PROBLEM REQUIREMENTS
Line by line, copy out the entries exactly and leave the pictures behind.

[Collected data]
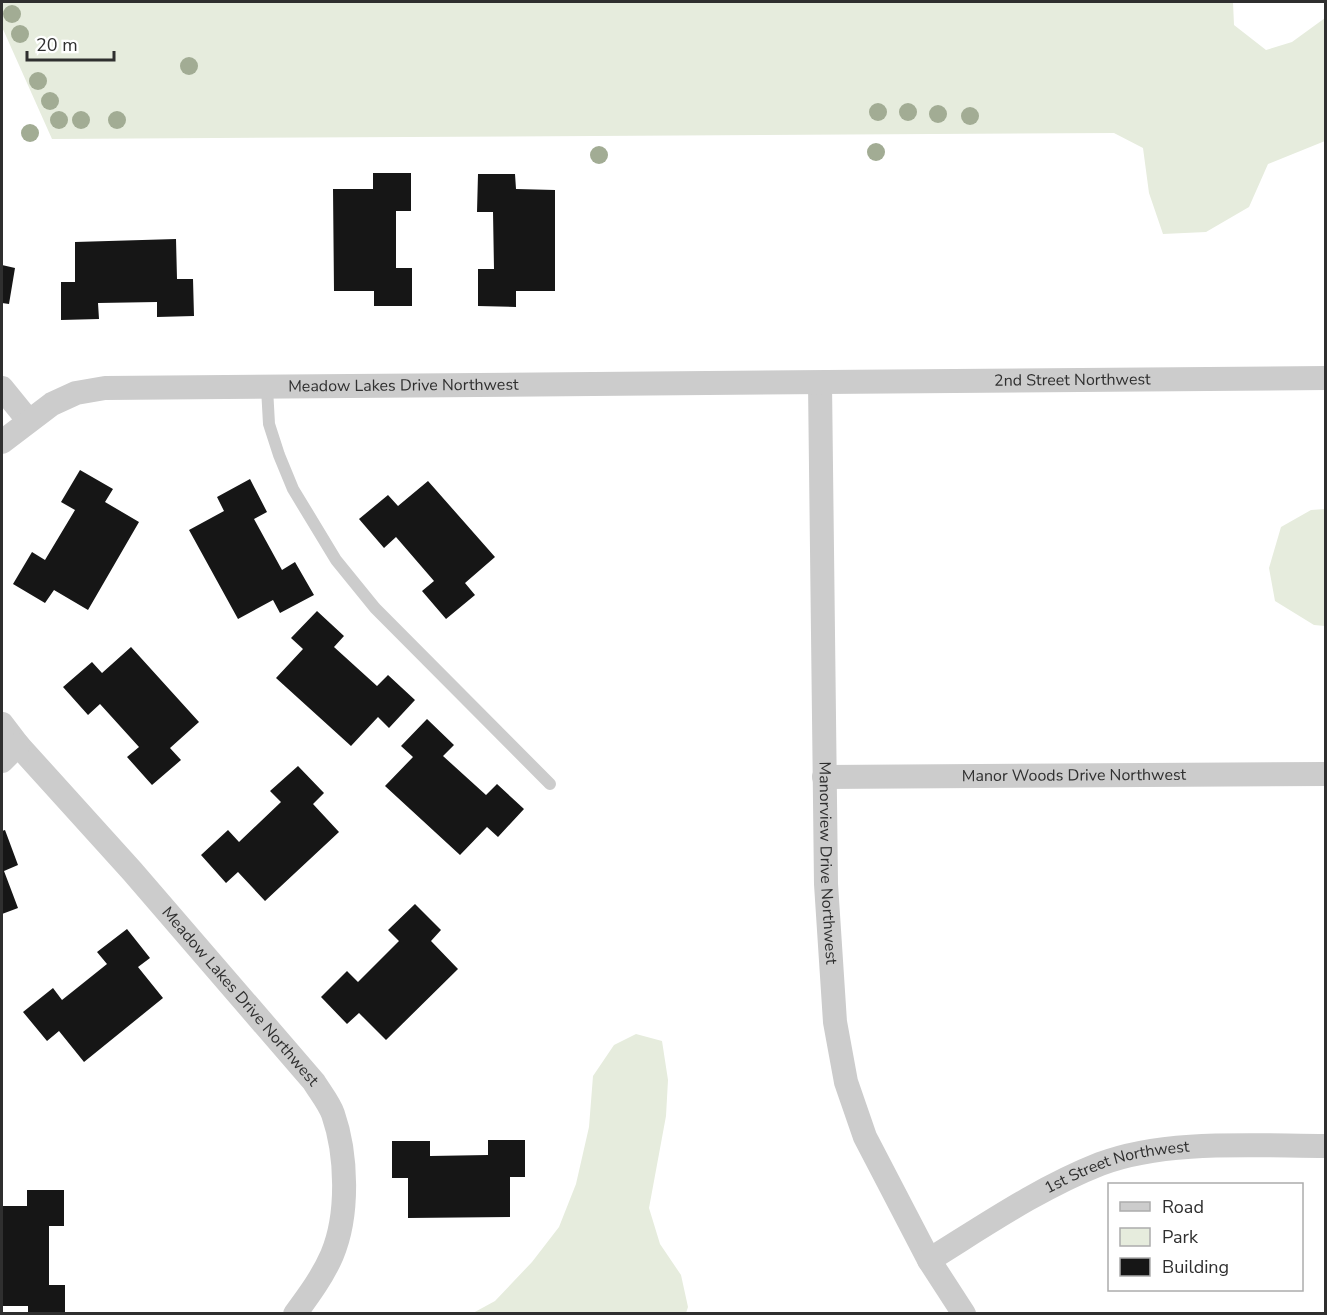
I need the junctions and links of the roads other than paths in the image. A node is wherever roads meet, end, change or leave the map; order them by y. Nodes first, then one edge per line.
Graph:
1 (1326, 378) edge
2 (820, 383) junction
3 (2, 388) edge
4 (267, 388) junction
5 (28, 420) junction
6 (2, 442) edge
7 (2, 724) edge
8 (10, 753) edge
9 (1326, 774) edge
10 (825, 777) junction
11 (550, 784) dead end
12 (1326, 1146) edge
13 (929, 1260) junction
14 (295, 1314) edge
15 (964, 1314) edge

1 - 2 street, 2nd Street Northwest
2 - 4 street, Meadow Lakes Drive Northwest
2 - 10 street, Manorview Drive Northwest
3 - 5 street
4 - 5 street, Meadow Lakes Drive Northwest
4 - 11 lane
5 - 6 street, Meadow Lakes Drive Northwest
7 - 8 street, Meadow Lakes Drive Northwest
8 - 14 street, Meadow Lakes Drive Northwest
9 - 10 street, Manor Woods Drive Northwest
10 - 13 street, Manorview Drive Northwest
12 - 13 street, 1st Street Northwest
13 - 15 street, Manorview Drive Northwest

TASK RESPONSE
I need the junctions and links of the roads other than paths in the image. A node is wherever roads meet, end, change or leave the map; order them by y. Nodes first, then one edge per line.
Graph:
1 (1326, 378) edge
2 (820, 383) junction
3 (2, 388) edge
4 (267, 388) junction
5 (28, 420) junction
6 (2, 442) edge
7 (2, 724) edge
8 (10, 753) edge
9 (1326, 774) edge
10 (825, 777) junction
11 (550, 784) dead end
12 (1326, 1146) edge
13 (929, 1260) junction
14 (295, 1314) edge
15 (964, 1314) edge

1 - 2 street, 2nd Street Northwest
2 - 4 street, Meadow Lakes Drive Northwest
2 - 10 street, Manorview Drive Northwest
3 - 5 street
4 - 5 street, Meadow Lakes Drive Northwest
4 - 11 lane
5 - 6 street, Meadow Lakes Drive Northwest
7 - 8 street, Meadow Lakes Drive Northwest
8 - 14 street, Meadow Lakes Drive Northwest
9 - 10 street, Manor Woods Drive Northwest
10 - 13 street, Manorview Drive Northwest
12 - 13 street, 1st Street Northwest
13 - 15 street, Manorview Drive Northwest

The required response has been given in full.